*Exercise*
Each line in the entries below that holds the word "Orsila" belongs in the answer.

Items listed in a dataset
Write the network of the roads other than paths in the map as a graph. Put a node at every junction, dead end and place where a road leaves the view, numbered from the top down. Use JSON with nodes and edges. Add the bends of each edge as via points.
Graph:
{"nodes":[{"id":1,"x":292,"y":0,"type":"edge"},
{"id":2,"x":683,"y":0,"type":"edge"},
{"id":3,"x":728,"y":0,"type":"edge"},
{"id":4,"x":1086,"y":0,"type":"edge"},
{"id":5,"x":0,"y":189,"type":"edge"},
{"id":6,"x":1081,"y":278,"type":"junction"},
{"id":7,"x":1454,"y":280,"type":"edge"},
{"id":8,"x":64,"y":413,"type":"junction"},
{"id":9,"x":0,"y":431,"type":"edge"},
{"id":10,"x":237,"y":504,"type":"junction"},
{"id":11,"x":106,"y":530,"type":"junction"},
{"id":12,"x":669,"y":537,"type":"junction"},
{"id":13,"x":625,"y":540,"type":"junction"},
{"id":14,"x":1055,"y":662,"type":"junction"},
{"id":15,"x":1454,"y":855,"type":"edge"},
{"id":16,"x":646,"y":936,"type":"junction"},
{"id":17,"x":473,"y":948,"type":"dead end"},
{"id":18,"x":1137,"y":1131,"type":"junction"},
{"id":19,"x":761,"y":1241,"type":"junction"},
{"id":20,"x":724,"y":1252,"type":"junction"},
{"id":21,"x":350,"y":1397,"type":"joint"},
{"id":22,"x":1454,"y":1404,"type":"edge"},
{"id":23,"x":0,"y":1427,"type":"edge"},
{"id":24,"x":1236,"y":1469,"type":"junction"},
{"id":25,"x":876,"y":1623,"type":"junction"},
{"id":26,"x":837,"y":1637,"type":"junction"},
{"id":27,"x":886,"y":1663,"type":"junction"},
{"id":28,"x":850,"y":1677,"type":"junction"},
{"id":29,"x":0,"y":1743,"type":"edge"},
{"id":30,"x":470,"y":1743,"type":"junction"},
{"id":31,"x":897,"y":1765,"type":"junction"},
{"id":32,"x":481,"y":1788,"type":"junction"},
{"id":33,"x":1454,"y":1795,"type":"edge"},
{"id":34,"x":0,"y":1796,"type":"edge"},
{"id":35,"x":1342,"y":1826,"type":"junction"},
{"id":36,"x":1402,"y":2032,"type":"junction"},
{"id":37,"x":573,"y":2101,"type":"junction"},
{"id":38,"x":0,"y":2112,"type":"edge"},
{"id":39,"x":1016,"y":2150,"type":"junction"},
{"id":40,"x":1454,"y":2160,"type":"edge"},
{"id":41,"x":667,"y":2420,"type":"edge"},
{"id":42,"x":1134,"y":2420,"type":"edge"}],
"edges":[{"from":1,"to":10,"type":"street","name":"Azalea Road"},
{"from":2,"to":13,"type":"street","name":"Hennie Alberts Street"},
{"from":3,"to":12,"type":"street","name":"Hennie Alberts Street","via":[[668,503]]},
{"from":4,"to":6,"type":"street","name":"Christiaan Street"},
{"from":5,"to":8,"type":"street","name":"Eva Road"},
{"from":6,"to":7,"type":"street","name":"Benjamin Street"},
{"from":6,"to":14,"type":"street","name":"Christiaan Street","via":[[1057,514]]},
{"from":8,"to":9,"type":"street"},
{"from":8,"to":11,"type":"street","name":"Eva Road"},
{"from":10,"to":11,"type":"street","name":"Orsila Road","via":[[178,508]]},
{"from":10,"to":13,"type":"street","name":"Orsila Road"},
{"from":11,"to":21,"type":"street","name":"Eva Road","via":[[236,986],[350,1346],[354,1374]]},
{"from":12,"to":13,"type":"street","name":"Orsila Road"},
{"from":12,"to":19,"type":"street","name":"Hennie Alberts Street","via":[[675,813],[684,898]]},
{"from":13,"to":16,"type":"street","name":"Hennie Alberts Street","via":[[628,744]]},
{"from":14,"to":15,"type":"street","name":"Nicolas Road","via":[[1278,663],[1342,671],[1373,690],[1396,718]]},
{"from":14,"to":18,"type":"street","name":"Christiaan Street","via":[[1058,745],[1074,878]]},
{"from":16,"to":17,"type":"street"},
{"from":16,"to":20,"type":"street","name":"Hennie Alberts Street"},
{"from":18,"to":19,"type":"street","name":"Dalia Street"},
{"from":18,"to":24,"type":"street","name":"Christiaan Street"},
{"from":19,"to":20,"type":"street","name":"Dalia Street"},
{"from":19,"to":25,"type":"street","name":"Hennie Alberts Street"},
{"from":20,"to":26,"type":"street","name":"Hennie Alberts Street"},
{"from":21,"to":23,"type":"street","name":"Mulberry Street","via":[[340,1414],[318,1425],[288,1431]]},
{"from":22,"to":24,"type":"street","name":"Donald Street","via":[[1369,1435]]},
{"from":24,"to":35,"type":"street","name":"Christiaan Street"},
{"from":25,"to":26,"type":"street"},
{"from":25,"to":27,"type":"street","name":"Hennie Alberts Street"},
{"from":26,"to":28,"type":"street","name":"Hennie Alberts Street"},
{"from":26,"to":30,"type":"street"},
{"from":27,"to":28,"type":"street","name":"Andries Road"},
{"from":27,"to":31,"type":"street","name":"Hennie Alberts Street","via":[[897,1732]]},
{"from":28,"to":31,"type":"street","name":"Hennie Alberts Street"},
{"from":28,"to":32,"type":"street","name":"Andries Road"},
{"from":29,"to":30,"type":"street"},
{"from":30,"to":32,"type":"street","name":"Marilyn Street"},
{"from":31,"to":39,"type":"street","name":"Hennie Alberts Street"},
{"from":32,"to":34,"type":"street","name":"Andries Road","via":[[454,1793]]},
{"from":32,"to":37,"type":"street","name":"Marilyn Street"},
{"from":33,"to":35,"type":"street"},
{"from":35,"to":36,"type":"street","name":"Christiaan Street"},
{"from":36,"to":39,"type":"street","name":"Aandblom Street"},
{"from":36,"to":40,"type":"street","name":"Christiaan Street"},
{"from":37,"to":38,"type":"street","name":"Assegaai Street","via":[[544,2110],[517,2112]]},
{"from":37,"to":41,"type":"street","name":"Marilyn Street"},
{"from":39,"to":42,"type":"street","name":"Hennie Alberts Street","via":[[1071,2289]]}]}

*Response for this exercise*
{"from":10,"to":11,"type":"street","name":"Orsila Road","via":[[178,508]]},
{"from":10,"to":13,"type":"street","name":"Orsila Road"},
{"from":12,"to":13,"type":"street","name":"Orsila Road"},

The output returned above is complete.